Problem: Copy each line of the data below with the word "list".

Data:

=== Section Start ===

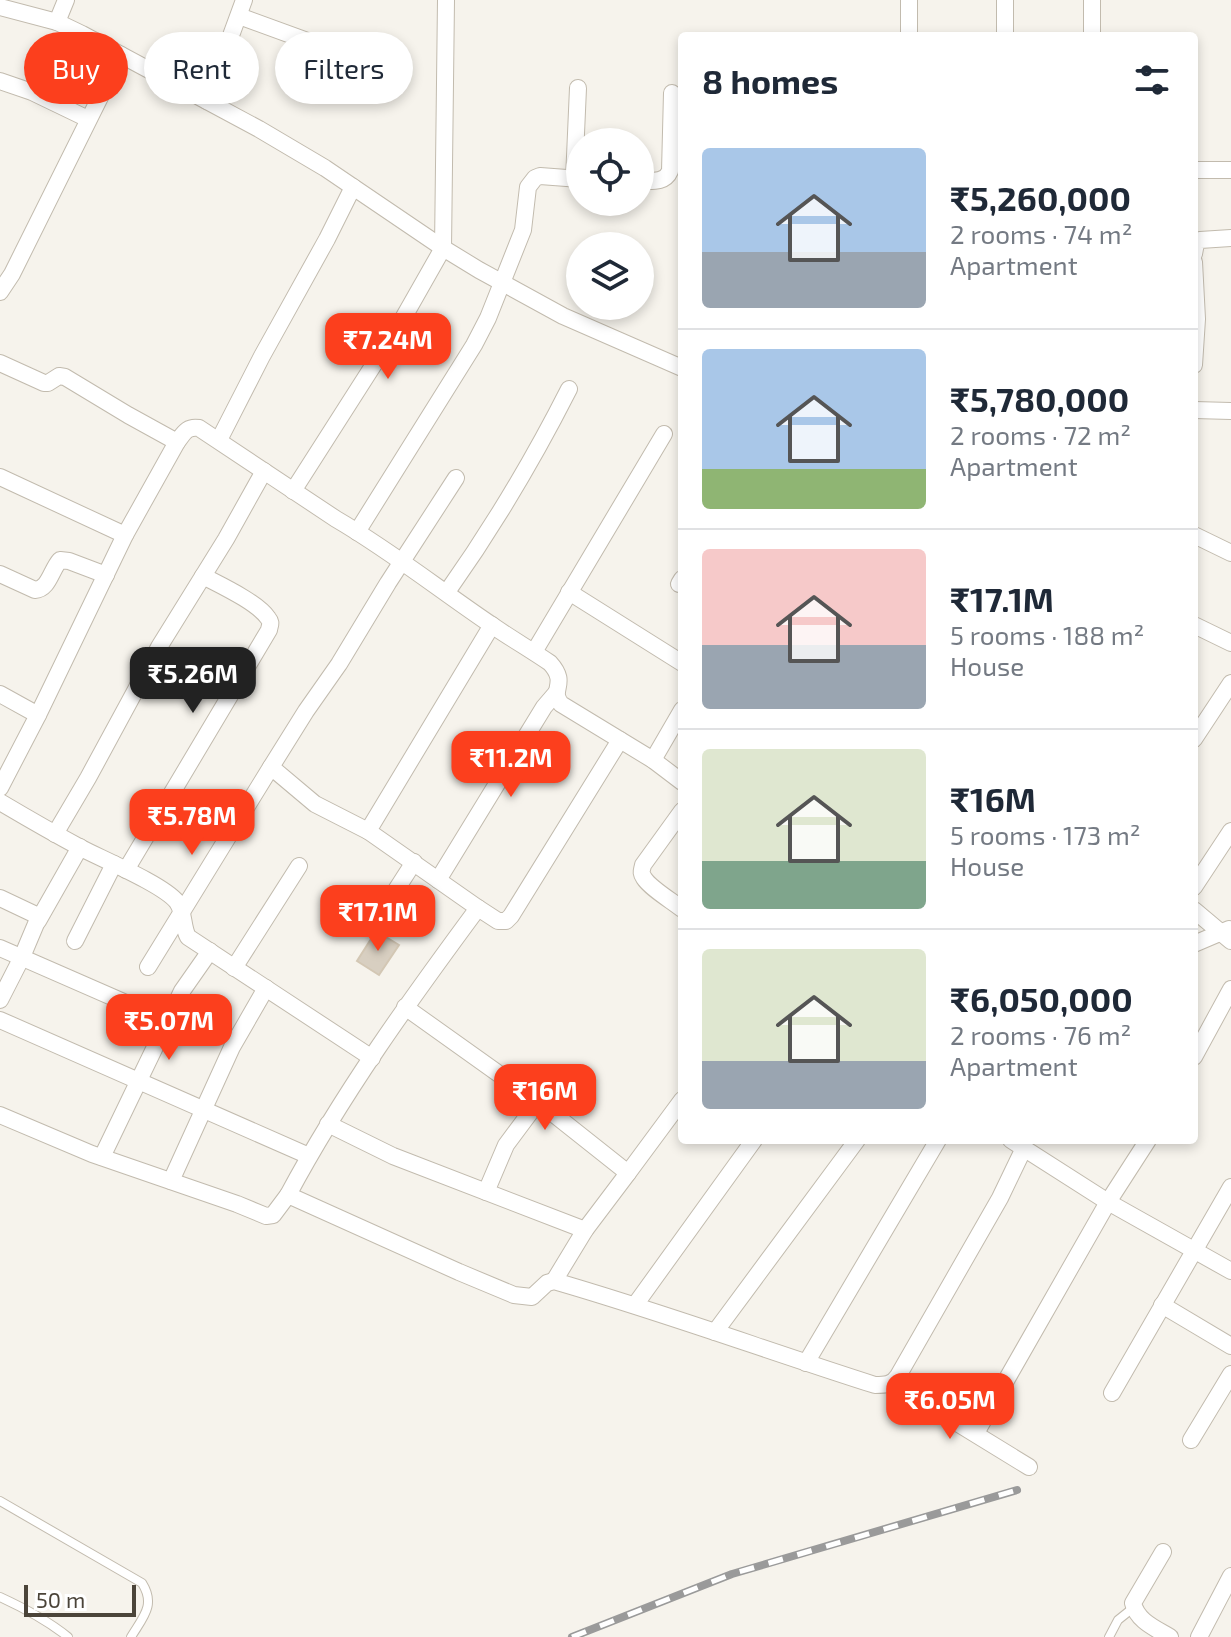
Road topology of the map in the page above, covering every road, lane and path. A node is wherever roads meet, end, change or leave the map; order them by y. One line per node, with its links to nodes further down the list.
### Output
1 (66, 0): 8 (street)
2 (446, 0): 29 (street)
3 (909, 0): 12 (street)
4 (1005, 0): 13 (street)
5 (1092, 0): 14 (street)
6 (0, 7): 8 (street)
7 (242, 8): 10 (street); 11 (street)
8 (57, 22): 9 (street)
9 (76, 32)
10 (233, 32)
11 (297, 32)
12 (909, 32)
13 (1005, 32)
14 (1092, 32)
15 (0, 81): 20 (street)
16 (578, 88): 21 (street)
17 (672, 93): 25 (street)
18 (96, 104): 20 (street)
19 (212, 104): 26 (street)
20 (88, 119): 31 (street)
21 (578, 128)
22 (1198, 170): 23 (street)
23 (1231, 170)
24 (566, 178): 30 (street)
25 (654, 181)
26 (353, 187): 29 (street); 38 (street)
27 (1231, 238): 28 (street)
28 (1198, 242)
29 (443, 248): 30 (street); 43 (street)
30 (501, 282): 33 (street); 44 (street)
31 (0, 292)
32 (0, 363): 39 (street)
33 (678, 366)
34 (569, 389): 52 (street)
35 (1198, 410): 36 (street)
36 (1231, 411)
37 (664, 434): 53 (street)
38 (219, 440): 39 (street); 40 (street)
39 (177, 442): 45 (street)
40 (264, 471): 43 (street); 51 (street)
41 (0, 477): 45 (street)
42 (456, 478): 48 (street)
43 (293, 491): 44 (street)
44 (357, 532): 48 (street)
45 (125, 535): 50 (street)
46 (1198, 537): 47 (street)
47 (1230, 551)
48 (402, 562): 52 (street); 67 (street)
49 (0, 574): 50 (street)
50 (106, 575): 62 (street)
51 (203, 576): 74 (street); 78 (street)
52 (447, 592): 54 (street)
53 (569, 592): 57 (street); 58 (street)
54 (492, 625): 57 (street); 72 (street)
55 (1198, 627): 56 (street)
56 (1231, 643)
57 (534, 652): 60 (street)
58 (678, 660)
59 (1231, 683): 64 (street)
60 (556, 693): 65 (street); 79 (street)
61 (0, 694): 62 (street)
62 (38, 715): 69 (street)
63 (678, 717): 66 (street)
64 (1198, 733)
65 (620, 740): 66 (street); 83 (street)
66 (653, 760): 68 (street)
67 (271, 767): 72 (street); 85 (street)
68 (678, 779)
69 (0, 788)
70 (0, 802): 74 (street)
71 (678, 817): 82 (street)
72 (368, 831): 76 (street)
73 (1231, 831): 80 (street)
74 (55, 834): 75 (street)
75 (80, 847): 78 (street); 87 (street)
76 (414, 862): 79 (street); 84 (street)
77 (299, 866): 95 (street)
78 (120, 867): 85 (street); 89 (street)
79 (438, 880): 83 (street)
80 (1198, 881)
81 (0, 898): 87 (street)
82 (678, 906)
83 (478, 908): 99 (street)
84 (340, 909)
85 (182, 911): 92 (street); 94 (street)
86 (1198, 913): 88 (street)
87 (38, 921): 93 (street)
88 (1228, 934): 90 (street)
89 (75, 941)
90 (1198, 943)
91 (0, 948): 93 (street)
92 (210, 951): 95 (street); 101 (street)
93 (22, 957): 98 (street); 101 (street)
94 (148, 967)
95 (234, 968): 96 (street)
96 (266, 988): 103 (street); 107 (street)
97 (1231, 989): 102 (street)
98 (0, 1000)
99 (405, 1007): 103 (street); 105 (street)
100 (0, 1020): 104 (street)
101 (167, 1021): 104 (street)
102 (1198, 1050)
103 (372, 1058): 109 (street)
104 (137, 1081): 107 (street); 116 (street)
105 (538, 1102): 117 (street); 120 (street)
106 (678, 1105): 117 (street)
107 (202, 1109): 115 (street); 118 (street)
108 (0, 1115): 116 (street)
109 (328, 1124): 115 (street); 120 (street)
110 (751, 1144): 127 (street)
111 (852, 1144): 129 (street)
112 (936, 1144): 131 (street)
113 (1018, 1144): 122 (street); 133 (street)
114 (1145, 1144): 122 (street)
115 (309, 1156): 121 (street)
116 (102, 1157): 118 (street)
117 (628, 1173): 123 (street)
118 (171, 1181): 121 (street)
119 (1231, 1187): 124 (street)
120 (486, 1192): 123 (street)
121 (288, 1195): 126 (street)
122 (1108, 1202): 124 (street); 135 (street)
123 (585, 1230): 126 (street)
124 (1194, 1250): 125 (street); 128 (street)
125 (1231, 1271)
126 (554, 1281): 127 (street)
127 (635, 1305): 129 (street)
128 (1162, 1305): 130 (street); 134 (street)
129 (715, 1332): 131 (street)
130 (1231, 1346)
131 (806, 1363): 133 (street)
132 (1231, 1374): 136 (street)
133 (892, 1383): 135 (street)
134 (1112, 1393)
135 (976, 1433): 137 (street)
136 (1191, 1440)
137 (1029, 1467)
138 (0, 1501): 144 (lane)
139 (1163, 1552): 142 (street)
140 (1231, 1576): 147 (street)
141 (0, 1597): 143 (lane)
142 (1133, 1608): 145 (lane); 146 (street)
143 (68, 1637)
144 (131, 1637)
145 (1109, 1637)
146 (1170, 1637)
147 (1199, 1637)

=== Section End ===
=== Section Start ===

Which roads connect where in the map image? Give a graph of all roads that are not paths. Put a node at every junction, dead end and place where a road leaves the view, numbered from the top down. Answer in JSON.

=== Section End ===
=== Section Start ===

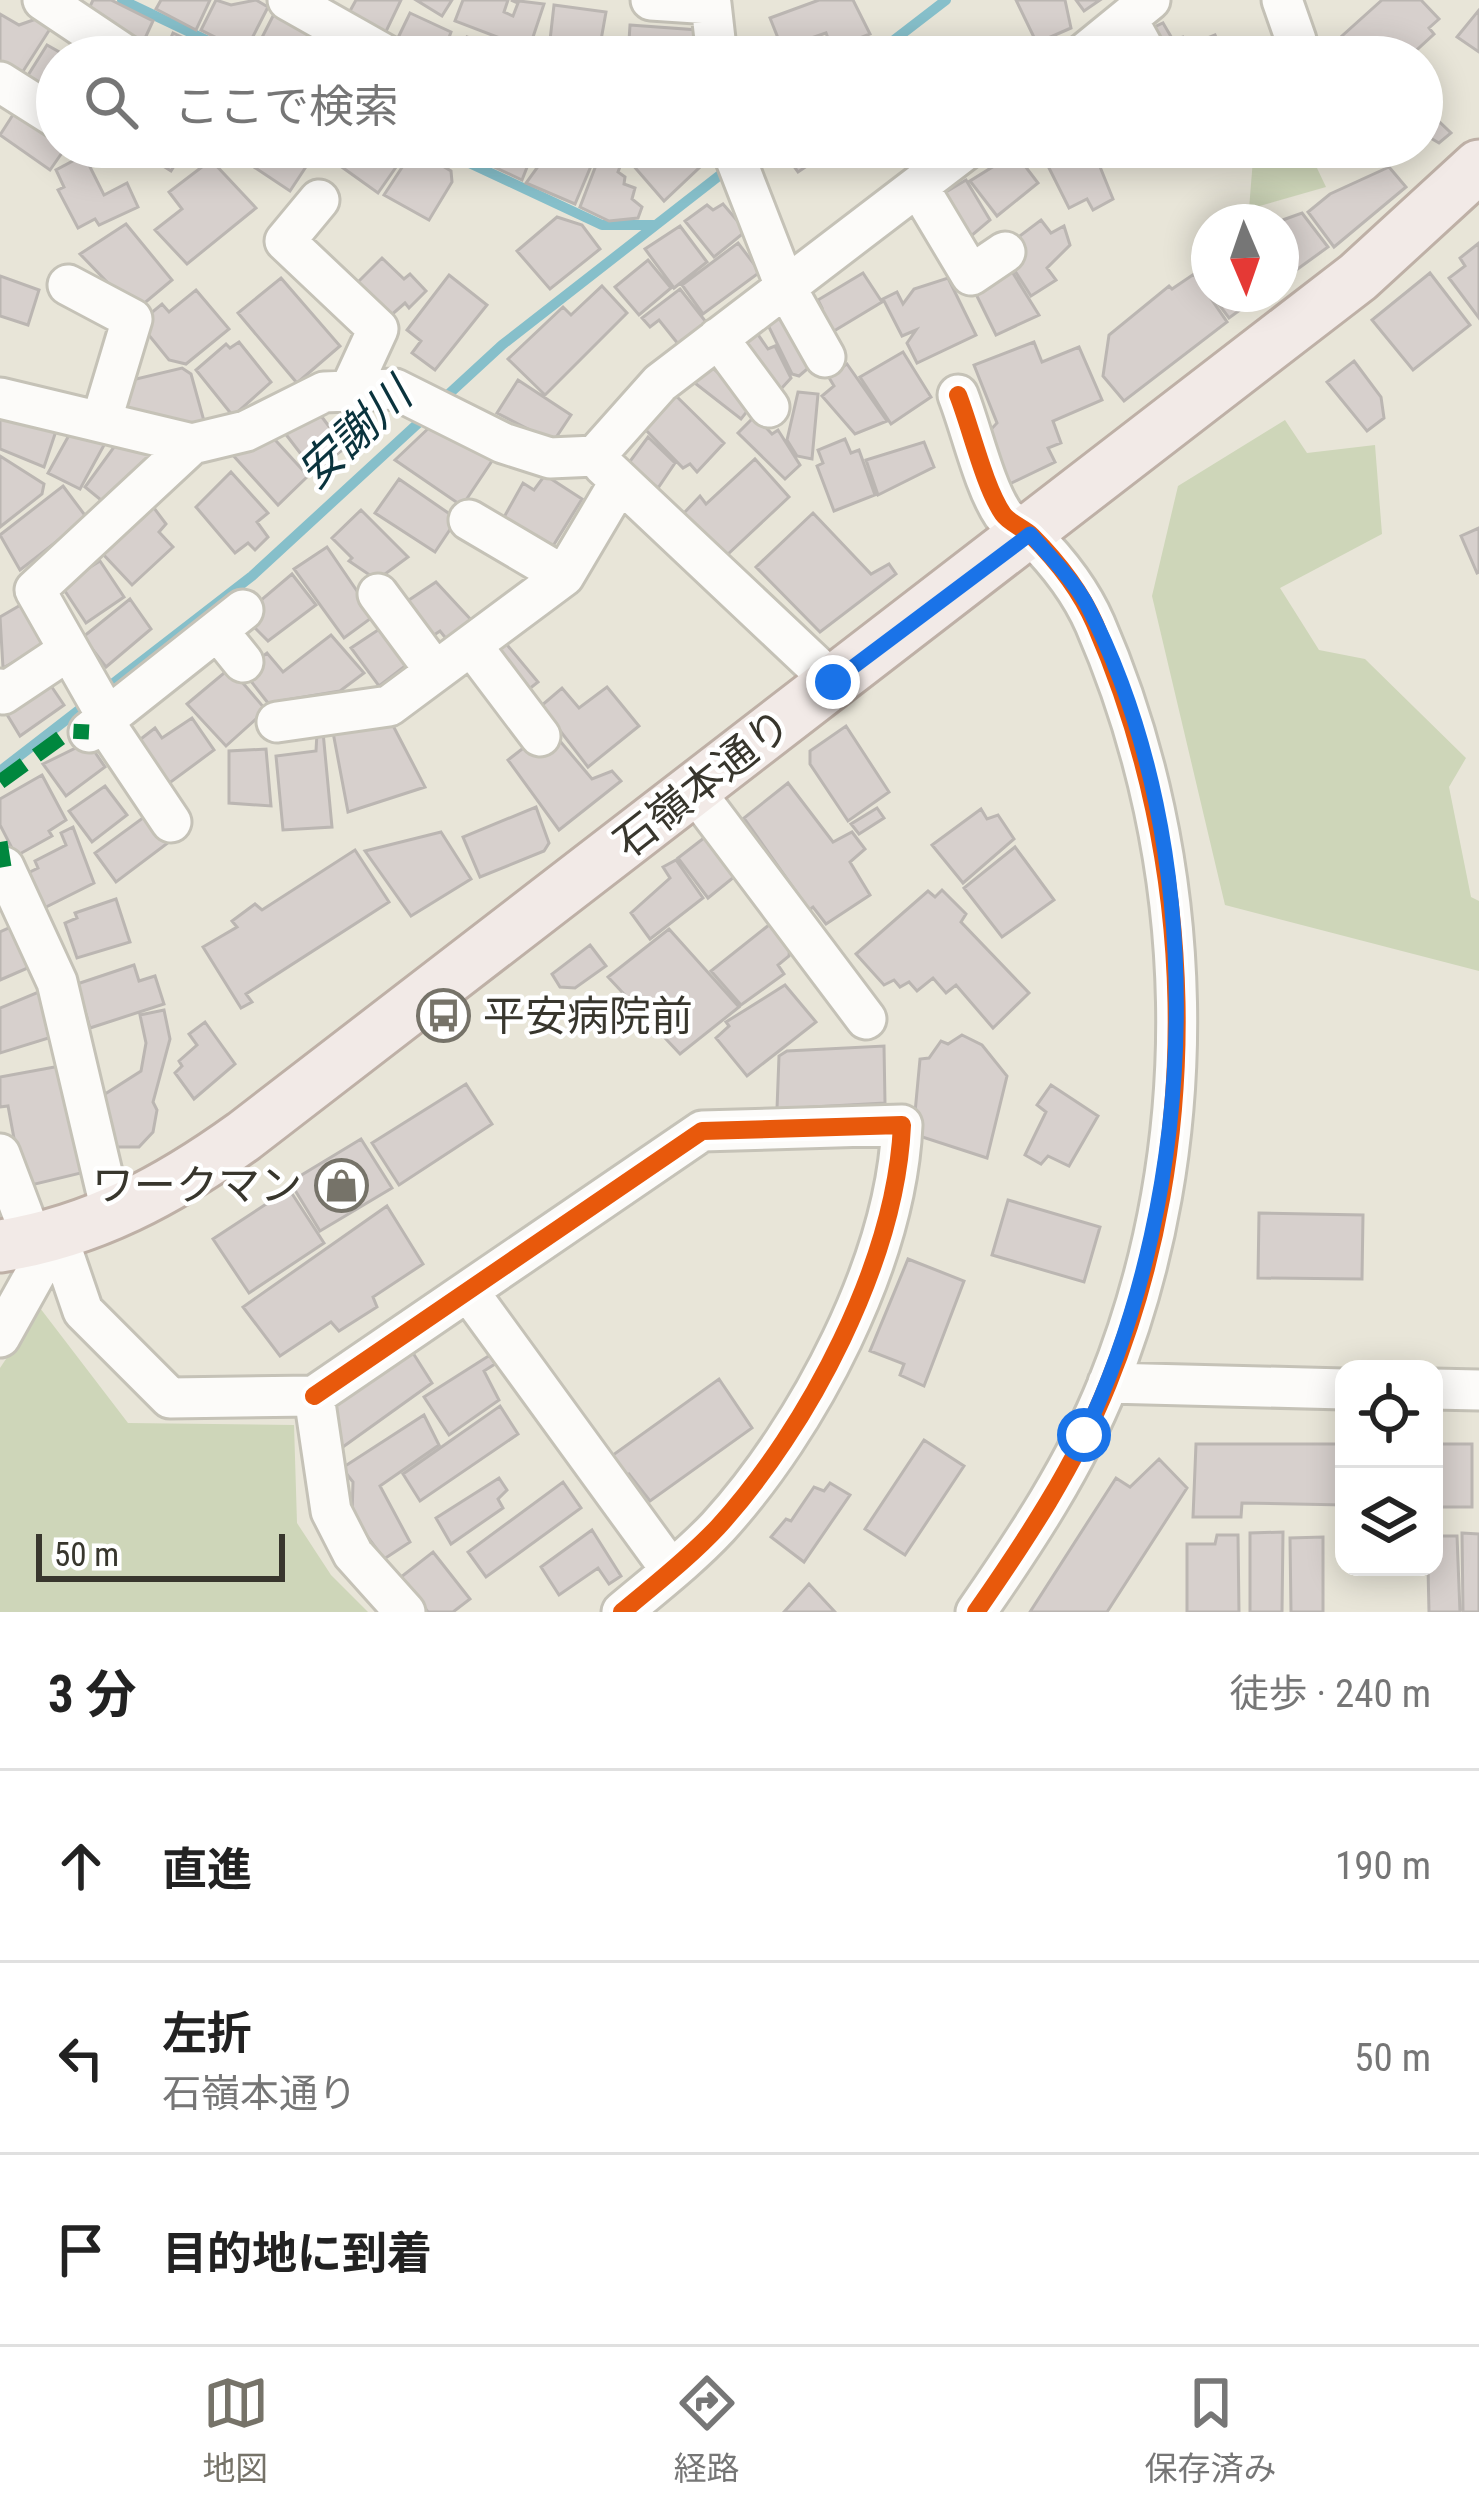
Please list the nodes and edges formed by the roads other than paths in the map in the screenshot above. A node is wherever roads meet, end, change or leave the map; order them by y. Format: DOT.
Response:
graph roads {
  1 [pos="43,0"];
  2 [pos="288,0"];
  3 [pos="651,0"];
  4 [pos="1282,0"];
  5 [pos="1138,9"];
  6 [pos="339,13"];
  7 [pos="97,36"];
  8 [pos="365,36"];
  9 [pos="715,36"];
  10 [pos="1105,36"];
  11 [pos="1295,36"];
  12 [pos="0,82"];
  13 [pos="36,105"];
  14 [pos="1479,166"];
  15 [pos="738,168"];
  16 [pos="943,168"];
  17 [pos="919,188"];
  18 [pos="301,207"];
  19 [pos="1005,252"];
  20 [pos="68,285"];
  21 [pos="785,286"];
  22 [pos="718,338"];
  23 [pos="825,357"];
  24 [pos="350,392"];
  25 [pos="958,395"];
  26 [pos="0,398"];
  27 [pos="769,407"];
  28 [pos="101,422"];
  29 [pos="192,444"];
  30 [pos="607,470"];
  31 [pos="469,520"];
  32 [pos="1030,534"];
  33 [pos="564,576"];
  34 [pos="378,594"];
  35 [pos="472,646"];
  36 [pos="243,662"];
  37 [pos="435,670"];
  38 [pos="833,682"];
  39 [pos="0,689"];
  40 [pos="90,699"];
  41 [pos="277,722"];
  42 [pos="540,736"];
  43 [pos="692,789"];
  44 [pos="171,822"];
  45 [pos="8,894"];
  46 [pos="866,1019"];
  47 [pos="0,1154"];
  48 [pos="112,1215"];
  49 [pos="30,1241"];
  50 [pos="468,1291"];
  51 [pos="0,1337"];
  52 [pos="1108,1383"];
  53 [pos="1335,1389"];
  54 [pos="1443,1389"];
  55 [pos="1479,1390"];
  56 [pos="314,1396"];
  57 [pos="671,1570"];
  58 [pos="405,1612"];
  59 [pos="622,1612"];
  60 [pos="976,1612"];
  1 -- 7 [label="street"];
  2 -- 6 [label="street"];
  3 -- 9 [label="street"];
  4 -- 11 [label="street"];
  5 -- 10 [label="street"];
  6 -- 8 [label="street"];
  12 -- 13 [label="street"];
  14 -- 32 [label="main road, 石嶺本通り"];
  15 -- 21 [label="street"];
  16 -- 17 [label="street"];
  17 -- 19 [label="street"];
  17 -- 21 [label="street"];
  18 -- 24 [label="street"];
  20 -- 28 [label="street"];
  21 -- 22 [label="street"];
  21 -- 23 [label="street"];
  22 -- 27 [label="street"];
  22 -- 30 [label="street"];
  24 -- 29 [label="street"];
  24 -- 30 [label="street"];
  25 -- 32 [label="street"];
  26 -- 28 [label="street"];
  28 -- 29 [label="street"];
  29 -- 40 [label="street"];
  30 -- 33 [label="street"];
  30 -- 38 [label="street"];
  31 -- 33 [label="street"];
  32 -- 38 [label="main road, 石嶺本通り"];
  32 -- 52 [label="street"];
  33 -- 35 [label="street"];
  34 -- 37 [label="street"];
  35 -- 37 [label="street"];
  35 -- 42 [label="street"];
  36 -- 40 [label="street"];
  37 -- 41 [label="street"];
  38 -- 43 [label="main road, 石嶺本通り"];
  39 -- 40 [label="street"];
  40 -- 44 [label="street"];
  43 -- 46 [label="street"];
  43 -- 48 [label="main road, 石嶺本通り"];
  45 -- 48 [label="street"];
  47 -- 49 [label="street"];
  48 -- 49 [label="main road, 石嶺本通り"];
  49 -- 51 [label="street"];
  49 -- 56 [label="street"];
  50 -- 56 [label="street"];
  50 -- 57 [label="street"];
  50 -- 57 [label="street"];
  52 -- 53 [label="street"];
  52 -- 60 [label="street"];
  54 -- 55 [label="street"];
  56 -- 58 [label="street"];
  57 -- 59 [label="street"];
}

=== Section End ===

Written reply:
Road topology of the map in the page above, covering every road, lane and path. A node is wherever roads meet, end, change or leave the map; order them by y. One line per node, with its links to nodes further down the list.
Please list the nodes and edges formed by the roads other than paths in the map in the screenshot above. A node is wherever roads meet, end, change or leave the map; order them by y. Format: DOT.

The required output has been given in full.